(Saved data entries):
——

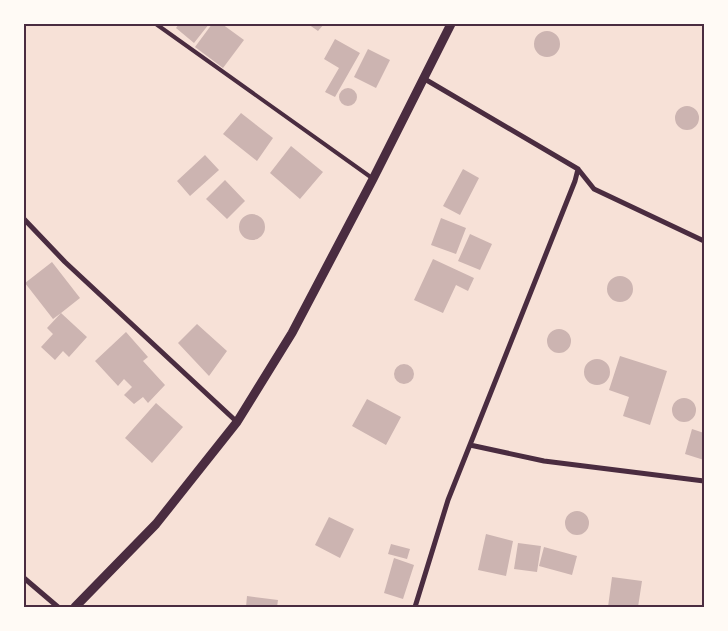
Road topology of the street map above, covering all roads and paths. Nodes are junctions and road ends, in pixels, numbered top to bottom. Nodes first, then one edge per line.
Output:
1 (156, 24) edge
2 (451, 24) edge
3 (424, 78) junction
4 (578, 169) junction
5 (373, 179) junction
6 (24, 219) edge
7 (704, 241) edge
8 (237, 422) junction
9 (470, 445) junction
10 (704, 481) edge
11 (24, 578) edge
12 (58, 607) edge
13 (75, 607) edge
14 (415, 607) edge

1 - 5 lane
2 - 3 street
3 - 4 street
3 - 5 street
4 - 7 street
4 - 9 street
5 - 8 street
6 - 8 street
8 - 13 street
9 - 10 street
9 - 14 street
11 - 12 street

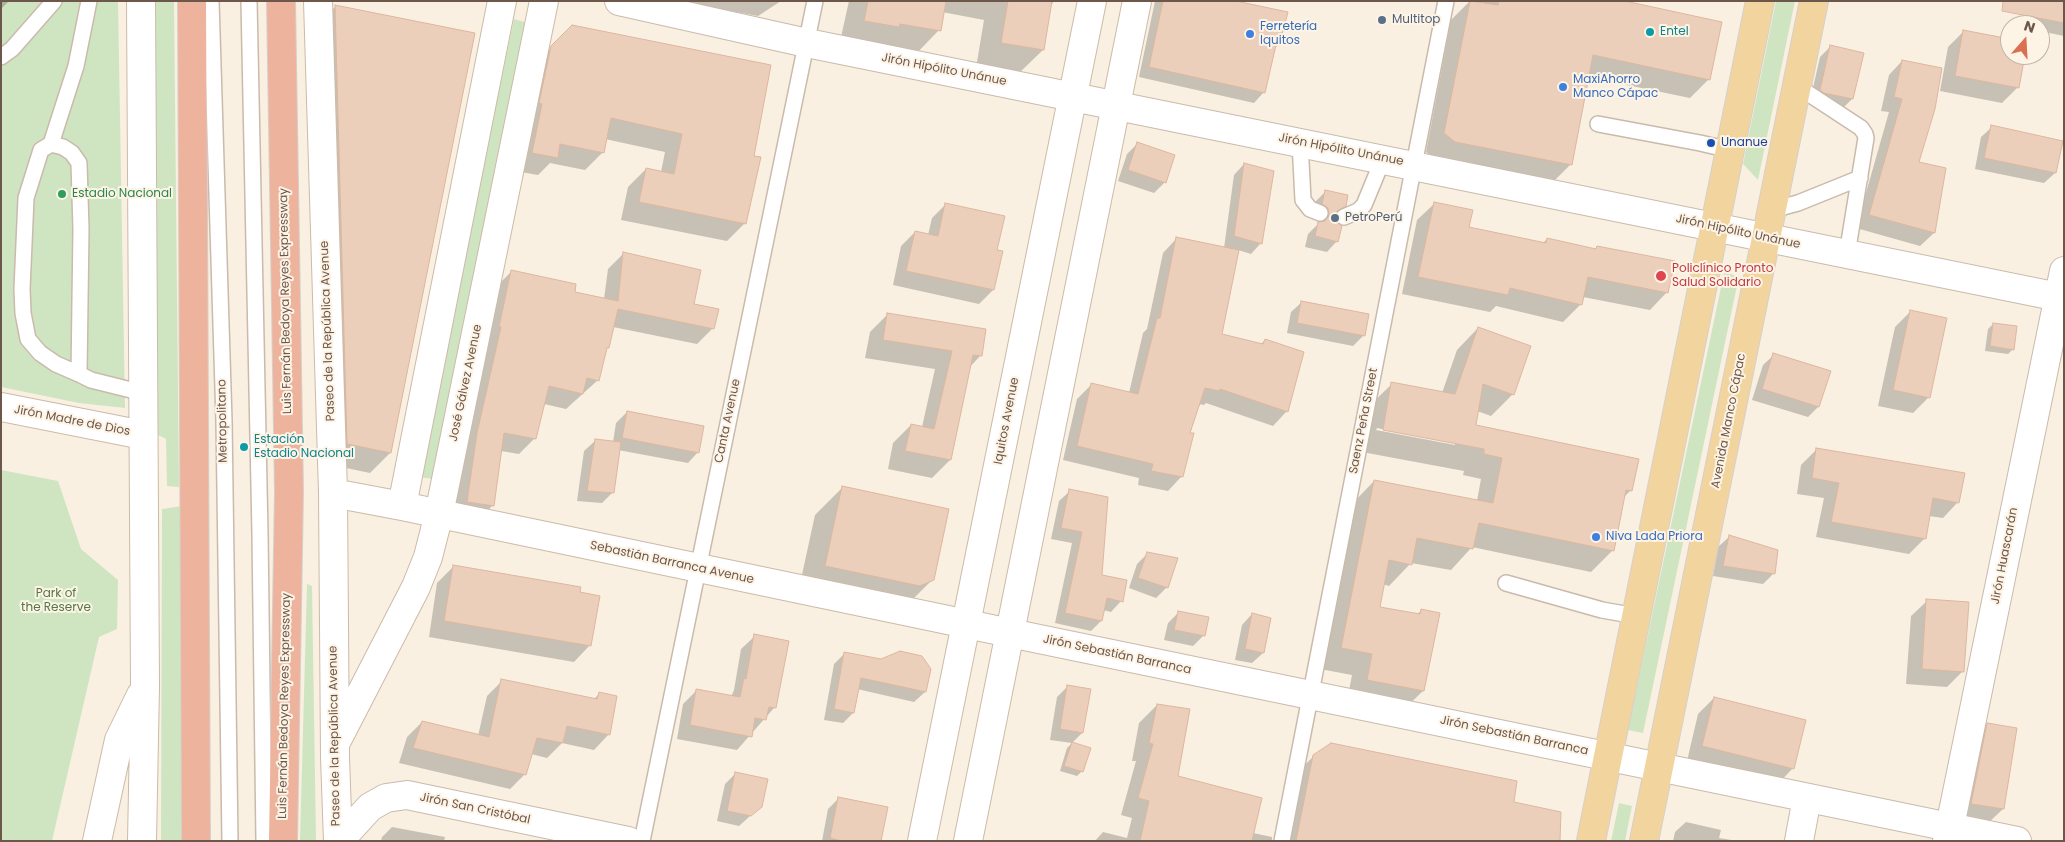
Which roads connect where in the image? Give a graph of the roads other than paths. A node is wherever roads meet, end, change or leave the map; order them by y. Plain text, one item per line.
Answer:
1 (54, 1) edge
2 (89, 1) edge
3 (141, 1) edge
4 (192, 1) edge
5 (211, 1) edge
6 (248, 1) edge
7 (281, 1) edge
8 (318, 1) edge
9 (502, 1) edge
10 (544, 1) edge
11 (620, 1) edge
12 (815, 1) edge
13 (1092, 1) edge
14 (1137, 1) edge
15 (1760, 1) edge
16 (1814, 1) edge
17 (1441, 2) edge
18 (806, 43) junction
19 (1, 56) edge
20 (1797, 86) junction
21 (1072, 96) junction
22 (1116, 105) junction
23 (1598, 124) dead end
24 (1300, 142) junction
25 (52, 144) junction
26 (1730, 150) junction
27 (1383, 159) junction
28 (1414, 165) junction
29 (1860, 178) junction
30 (1772, 210) junction
31 (1320, 213) dead end
32 (1344, 217) dead end
33 (1715, 227) junction
34 (1766, 238) junction
35 (1847, 254) junction
36 (2062, 288) edge
37 (80, 374) junction
38 (143, 393) junction
39 (1, 407) edge
40 (143, 435) junction
41 (333, 493) junction
42 (402, 506) junction
43 (439, 514) junction
44 (698, 569) junction
45 (1506, 583) dead end
46 (1636, 616) junction
47 (967, 624) junction
48 (1010, 633) junction
49 (145, 687) junction
50 (1311, 694) junction
51 (335, 746) junction
52 (1608, 755) junction
53 (1659, 767) junction
54 (1807, 798) junction
55 (1949, 834) edge
56 (97, 841) edge
57 (142, 841) edge
58 (196, 841) edge
59 (230, 841) edge
60 (264, 841) edge
61 (283, 841) edge
62 (338, 841) edge
63 (628, 841) edge
64 (642, 841) edge
65 (922, 841) edge
66 (968, 841) edge
67 (1282, 841) edge
68 (1591, 841) edge
69 (1644, 841) edge
70 (1798, 841) edge
71 (2017, 841) edge

1 - 19 lane
2 - 25 lane
3 - 38 street
4 - 58 highway
5 - 59 lane, Metropolitano
6 - 60 lane
7 - 61 highway, Luis Fernán Bedoya Reyes Expressway
8 - 41 street, Paseo de la República Avenue
9 - 42 street
10 - 43 street, José Gálvez Avenue
11 - 18 street, Jirón Hipólito Unánue
12 - 18 lane, Canta Avenue
13 - 21 street, Iquitos Avenue
14 - 22 street
15 - 26 main road
16 - 20 main road, Avenida Manco Cápac
17 - 28 lane, Saenz Peña Street
18 - 21 street, Jirón Hipólito Unánue
18 - 44 lane, Canta Avenue
20 - 29 lane
20 - 30 main road, Avenida Manco Cápac
21 - 22 street, Jirón Hipólito Unánue
21 - 47 street, Iquitos Avenue
22 - 24 street, Jirón Hipólito Unánue
22 - 48 street
23 - 26 lane
24 - 27 street, Jirón Hipólito Unánue
24 - 31 lane
25 - 37 lane
25 - 37 lane
26 - 33 main road
27 - 28 street, Jirón Hipólito Unánue
27 - 32 lane
28 - 33 street, Jirón Hipólito Unánue
28 - 50 lane, Saenz Peña Street
29 - 30 lane
29 - 35 lane
30 - 34 main road, Avenida Manco Cápac
33 - 34 street, Jirón Hipólito Unánue
33 - 46 main road
34 - 35 street, Jirón Hipólito Unánue
34 - 53 main road, Avenida Manco Cápac
35 - 36 street, Jirón Hipólito Unánue
36 - 55 street, Jirón Huascarán
37 - 38 lane
38 - 40 street
39 - 40 street, Jirón Madre de Dios
40 - 49 street
41 - 42 street, Sebastián Barranca Avenue
41 - 51 street, Paseo de la República Avenue
42 - 43 street, Sebastián Barranca Avenue
43 - 44 street, Sebastián Barranca Avenue
43 - 51 street, José Gálvez Avenue
44 - 47 street, Sebastián Barranca Avenue
44 - 64 lane, Canta Avenue
45 - 46 lane
46 - 52 main road
47 - 48 street, Sebastián Barranca Avenue
47 - 65 street, Iquitos Avenue
48 - 50 street, Jirón Sebastián Barranca
48 - 66 street
49 - 56 street
49 - 57 street
50 - 52 street, Jirón Sebastián Barranca
50 - 67 lane, Saenz Peña Street
51 - 62 street, Paseo de la República Avenue
52 - 53 street, Jirón Sebastián Barranca
52 - 68 main road
53 - 54 street, Jirón Sebastián Barranca
53 - 69 main road, Avenida Manco Cápac
54 - 55 street, Jirón Sebastián Barranca
54 - 70 street
55 - 71 street, Jirón Sebastián Barranca
62 - 63 street, Jirón San Cristóbal

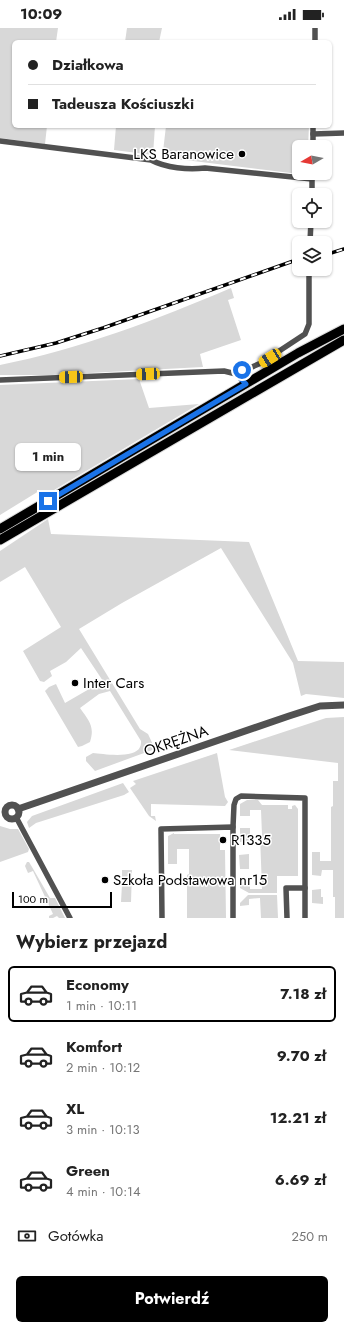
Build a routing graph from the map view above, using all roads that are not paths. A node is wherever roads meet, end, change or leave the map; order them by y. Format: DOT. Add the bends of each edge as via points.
graph roads {
  1 [pos="315,28"];
  2 [pos="315,40"];
  3 [pos="313,128"];
  4 [pos="344,133"];
  5 [pos="313,134"];
  6 [pos="0,140"];
  7 [pos="313,140"];
  8 [pos="292,175"];
  9 [pos="308,276"];
  10 [pos="344,329"];
  11 [pos="344,340"];
  12 [pos="236,374"];
  13 [pos="0,380"];
  14 [pos="246,384"];
  15 [pos="0,529"];
  16 [pos="0,540"];
  17 [pos="344,705"];
  18 [pos="18,809"];
  19 [pos="3,814"];
  20 [pos="16,817"];
  21 [pos="233,827"];
  22 [pos="305,888"];
  23 [pos="70,918"];
  24 [pos="162,918"];
  25 [pos="233,918"];
  26 [pos="287,918"];
  27 [pos="305,918"];
  1 -- 2 [label="street"];
  3 -- 5 [label="street"];
  4 -- 5 [label="street"];
  5 -- 7 [label="street"];
  6 -- 8 [label="street" via="151,160 158,164 194,169"];
  9 -- 12 [label="street" via="309,324 305,334 261,363"];
  10 -- 14 [label="main road"];
  11 -- 16 [label="main road"];
  12 -- 13 [label="street" via="211,371"];
  12 -- 14 [label="street"];
  14 -- 15 [label="main road"];
  17 -- 18 [label="street, OKRĘŻNA" via="320,706"];
  18 -- 19 [label="street" via="10,805"];
  18 -- 20 [label="street"];
  19 -- 20 [label="street"];
  20 -- 23 [label="street"];
  21 -- 22 [label="street" via="234,805 236,799 242,796 305,798"];
  21 -- 24 [label="street" via="161,828"];
  21 -- 25 [label="street"];
  22 -- 26 [label="street" via="286,888"];
  22 -- 27 [label="street"];
}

——

(Instructions for the task): Retype all the data exactly; skip the pictures.

(Written answer):
Road topology of the street map above, covering all roads and paths. Nodes are junctions and road ends, in pixels, numbered top to bottom. Nodes first, then one edge per line.
Output:
1 (156, 24) edge
2 (451, 24) edge
3 (424, 78) junction
4 (578, 169) junction
5 (373, 179) junction
6 (24, 219) edge
7 (704, 241) edge
8 (237, 422) junction
9 (470, 445) junction
10 (704, 481) edge
11 (24, 578) edge
12 (58, 607) edge
13 (75, 607) edge
14 (415, 607) edge

1 - 5 lane
2 - 3 street
3 - 4 street
3 - 5 street
4 - 7 street
4 - 9 street
5 - 8 street
6 - 8 street
8 - 13 street
9 - 10 street
9 - 14 street
11 - 12 street

Which roads connect where in the image? Give a graph of the roads other than paths. A node is wherever roads meet, end, change or leave the map; order them by y. Plain text, one item per line.
Answer:
1 (54, 1) edge
2 (89, 1) edge
3 (141, 1) edge
4 (192, 1) edge
5 (211, 1) edge
6 (248, 1) edge
7 (281, 1) edge
8 (318, 1) edge
9 (502, 1) edge
10 (544, 1) edge
11 (620, 1) edge
12 (815, 1) edge
13 (1092, 1) edge
14 (1137, 1) edge
15 (1760, 1) edge
16 (1814, 1) edge
17 (1441, 2) edge
18 (806, 43) junction
19 (1, 56) edge
20 (1797, 86) junction
21 (1072, 96) junction
22 (1116, 105) junction
23 (1598, 124) dead end
24 (1300, 142) junction
25 (52, 144) junction
26 (1730, 150) junction
27 (1383, 159) junction
28 (1414, 165) junction
29 (1860, 178) junction
30 (1772, 210) junction
31 (1320, 213) dead end
32 (1344, 217) dead end
33 (1715, 227) junction
34 (1766, 238) junction
35 (1847, 254) junction
36 (2062, 288) edge
37 (80, 374) junction
38 (143, 393) junction
39 (1, 407) edge
40 (143, 435) junction
41 (333, 493) junction
42 (402, 506) junction
43 (439, 514) junction
44 (698, 569) junction
45 (1506, 583) dead end
46 (1636, 616) junction
47 (967, 624) junction
48 (1010, 633) junction
49 (145, 687) junction
50 (1311, 694) junction
51 (335, 746) junction
52 (1608, 755) junction
53 (1659, 767) junction
54 (1807, 798) junction
55 (1949, 834) edge
56 (97, 841) edge
57 (142, 841) edge
58 (196, 841) edge
59 (230, 841) edge
60 (264, 841) edge
61 (283, 841) edge
62 (338, 841) edge
63 (628, 841) edge
64 (642, 841) edge
65 (922, 841) edge
66 (968, 841) edge
67 (1282, 841) edge
68 (1591, 841) edge
69 (1644, 841) edge
70 (1798, 841) edge
71 (2017, 841) edge

1 - 19 lane
2 - 25 lane
3 - 38 street
4 - 58 highway
5 - 59 lane, Metropolitano
6 - 60 lane
7 - 61 highway, Luis Fernán Bedoya Reyes Expressway
8 - 41 street, Paseo de la República Avenue
9 - 42 street
10 - 43 street, José Gálvez Avenue
11 - 18 street, Jirón Hipólito Unánue
12 - 18 lane, Canta Avenue
13 - 21 street, Iquitos Avenue
14 - 22 street
15 - 26 main road
16 - 20 main road, Avenida Manco Cápac
17 - 28 lane, Saenz Peña Street
18 - 21 street, Jirón Hipólito Unánue
18 - 44 lane, Canta Avenue
20 - 29 lane
20 - 30 main road, Avenida Manco Cápac
21 - 22 street, Jirón Hipólito Unánue
21 - 47 street, Iquitos Avenue
22 - 24 street, Jirón Hipólito Unánue
22 - 48 street
23 - 26 lane
24 - 27 street, Jirón Hipólito Unánue
24 - 31 lane
25 - 37 lane
25 - 37 lane
26 - 33 main road
27 - 28 street, Jirón Hipólito Unánue
27 - 32 lane
28 - 33 street, Jirón Hipólito Unánue
28 - 50 lane, Saenz Peña Street
29 - 30 lane
29 - 35 lane
30 - 34 main road, Avenida Manco Cápac
33 - 34 street, Jirón Hipólito Unánue
33 - 46 main road
34 - 35 street, Jirón Hipólito Unánue
34 - 53 main road, Avenida Manco Cápac
35 - 36 street, Jirón Hipólito Unánue
36 - 55 street, Jirón Huascarán
37 - 38 lane
38 - 40 street
39 - 40 street, Jirón Madre de Dios
40 - 49 street
41 - 42 street, Sebastián Barranca Avenue
41 - 51 street, Paseo de la República Avenue
42 - 43 street, Sebastián Barranca Avenue
43 - 44 street, Sebastián Barranca Avenue
43 - 51 street, José Gálvez Avenue
44 - 47 street, Sebastián Barranca Avenue
44 - 64 lane, Canta Avenue
45 - 46 lane
46 - 52 main road
47 - 48 street, Sebastián Barranca Avenue
47 - 65 street, Iquitos Avenue
48 - 50 street, Jirón Sebastián Barranca
48 - 66 street
49 - 56 street
49 - 57 street
50 - 52 street, Jirón Sebastián Barranca
50 - 67 lane, Saenz Peña Street
51 - 62 street, Paseo de la República Avenue
52 - 53 street, Jirón Sebastián Barranca
52 - 68 main road
53 - 54 street, Jirón Sebastián Barranca
53 - 69 main road, Avenida Manco Cápac
54 - 55 street, Jirón Sebastián Barranca
54 - 70 street
55 - 71 street, Jirón Sebastián Barranca
62 - 63 street, Jirón San Cristóbal

Build a routing graph from the map view above, using all roads that are not paths. A node is wherever roads meet, end, change or leave the map; order them by y. Format: DOT. Add the bends of each edge as via points.
graph roads {
  1 [pos="315,28"];
  2 [pos="315,40"];
  3 [pos="313,128"];
  4 [pos="344,133"];
  5 [pos="313,134"];
  6 [pos="0,140"];
  7 [pos="313,140"];
  8 [pos="292,175"];
  9 [pos="308,276"];
  10 [pos="344,329"];
  11 [pos="344,340"];
  12 [pos="236,374"];
  13 [pos="0,380"];
  14 [pos="246,384"];
  15 [pos="0,529"];
  16 [pos="0,540"];
  17 [pos="344,705"];
  18 [pos="18,809"];
  19 [pos="3,814"];
  20 [pos="16,817"];
  21 [pos="233,827"];
  22 [pos="305,888"];
  23 [pos="70,918"];
  24 [pos="162,918"];
  25 [pos="233,918"];
  26 [pos="287,918"];
  27 [pos="305,918"];
  1 -- 2 [label="street"];
  3 -- 5 [label="street"];
  4 -- 5 [label="street"];
  5 -- 7 [label="street"];
  6 -- 8 [label="street" via="151,160 158,164 194,169"];
  9 -- 12 [label="street" via="309,324 305,334 261,363"];
  10 -- 14 [label="main road"];
  11 -- 16 [label="main road"];
  12 -- 13 [label="street" via="211,371"];
  12 -- 14 [label="street"];
  14 -- 15 [label="main road"];
  17 -- 18 [label="street, OKRĘŻNA" via="320,706"];
  18 -- 19 [label="street" via="10,805"];
  18 -- 20 [label="street"];
  19 -- 20 [label="street"];
  20 -- 23 [label="street"];
  21 -- 22 [label="street" via="234,805 236,799 242,796 305,798"];
  21 -- 24 [label="street" via="161,828"];
  21 -- 25 [label="street"];
  22 -- 26 [label="street" via="286,888"];
  22 -- 27 [label="street"];
}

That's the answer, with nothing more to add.